For several years now I've watched other quilters around the blogosphere sew one of Bonnie Hunter's yearly mystery quilts. I always say, "oh, that is too much sewing for me!" Plus, it is very, very, very hard for me to give up creative control like that.
But this fall I've been feeling like it's time to get over this idea that everything I make has to take forever. Many people finish one of Bonnie's detailed, bed-sized quilts in the allotted six weeks. It's time to break through my hang ups and finish something fast!
|Bonnie's hotel room view in Italy|
Plus, I was immediately inspired by the above photo from Bonnie's introduction to this year's mystery, "Allietare!" I love the yellow ochre walls! I remembered that Kaffe Fassett was also very inspired by those Mediterranean colours. In particular, I remembered this photo...
...from Kaffe's first book, Glorious Knitting. I've always wanted to make this sweater, but I look terrible in gold. So here's my chance to use the colour in a quilt instead! I have plenty of gold and ochre Kaffe fabrics.

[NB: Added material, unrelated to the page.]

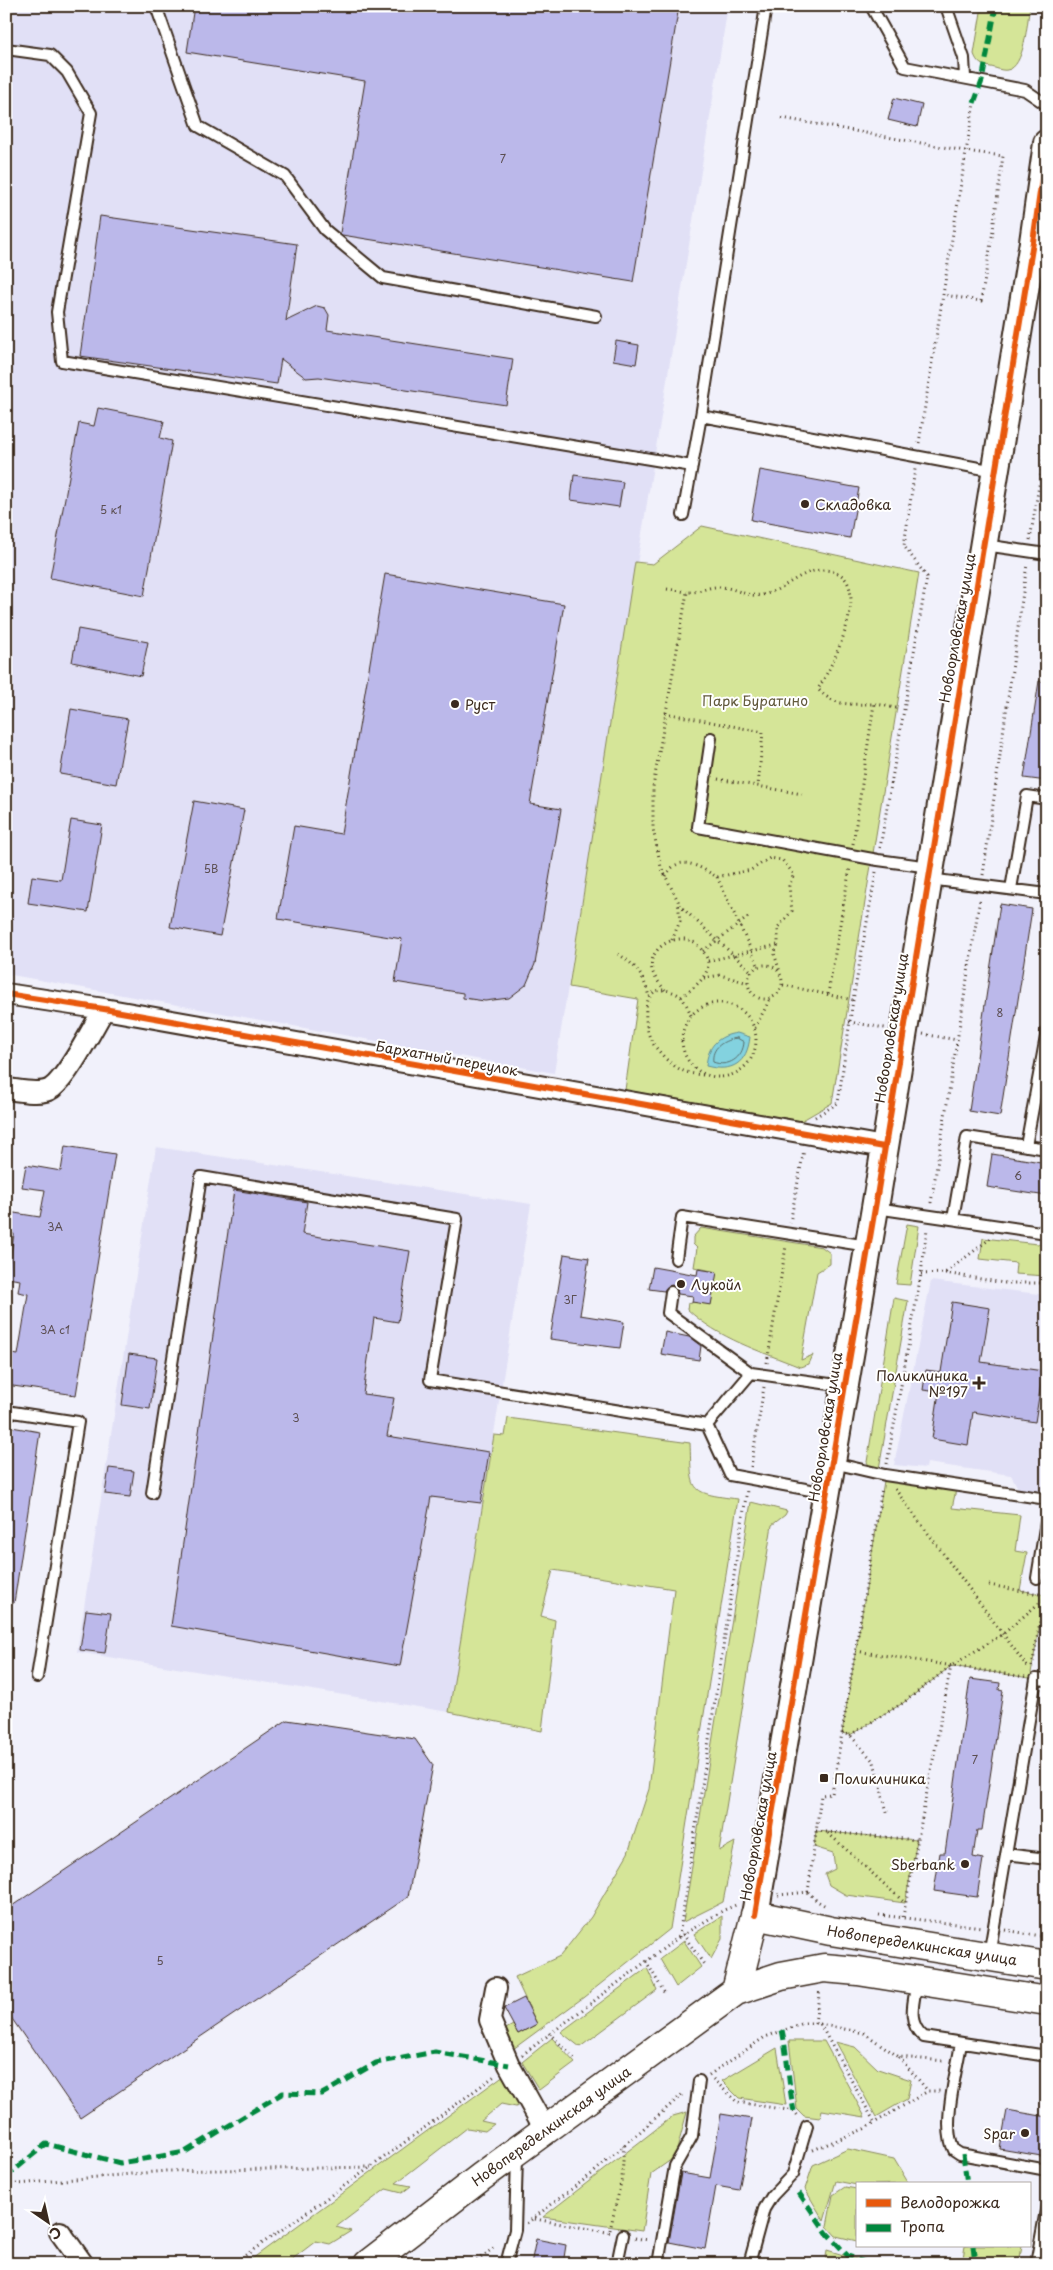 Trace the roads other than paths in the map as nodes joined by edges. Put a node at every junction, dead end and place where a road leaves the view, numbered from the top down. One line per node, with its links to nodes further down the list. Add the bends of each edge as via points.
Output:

Bonnie's mystery quilt colours will be gold, red, black, white and grey. All the colours can be made up from scraps except the grey, which she says should be a single 1.5 yard piece of fabric. I had everything except the grey in my stash.
So, if I'm going to make one change to personalize the project, the grey is the obvious place to make it. Since it's a mystery, I can only guess about the function of the grey in the quilt. If it's going to be a black/grey/white gradient, then I'm in trouble. I'm hoping that it's going to work something like the grout around tiles, a shadow to highlight the bright colours.
Thinking of the two photos above, and using a little colour theory, I thought that something between the blue sky and purple stars might work instead. I bought a blue/purple/grey batik, and a blue/purple print by Kaffe's partner Brandon Mably.
Now, which one is best?
Use your hand to cover one side at a time. Interesting, eh? To my eye, the batik on the left makes the reds and golds seem brighter, while the rings on the right seem to make them faded and dull.
In real life the batik is a little more green, and the rings are more purple. Before I laid them both out, I really thought the purple-y rings were going to be the right fabric, because shadows tend to be purple. But, if the purpose of this fabric is to lift the reds and golds, then the batik is definitely the winner!
I think there are two reasons. First, the rings have more contrast, so they catch the eye first and compete with the other fabrics. Second, the rings are flat, solid colours, so they seem on the same level as the red and gold prints. The mottled and shaded batik, on the other hand, looks much further away than the prints. So hopefully, more depth and contrast between the fabrics will create more drama in the finished piece!
Now I'm dying to see how it works out. One week to go!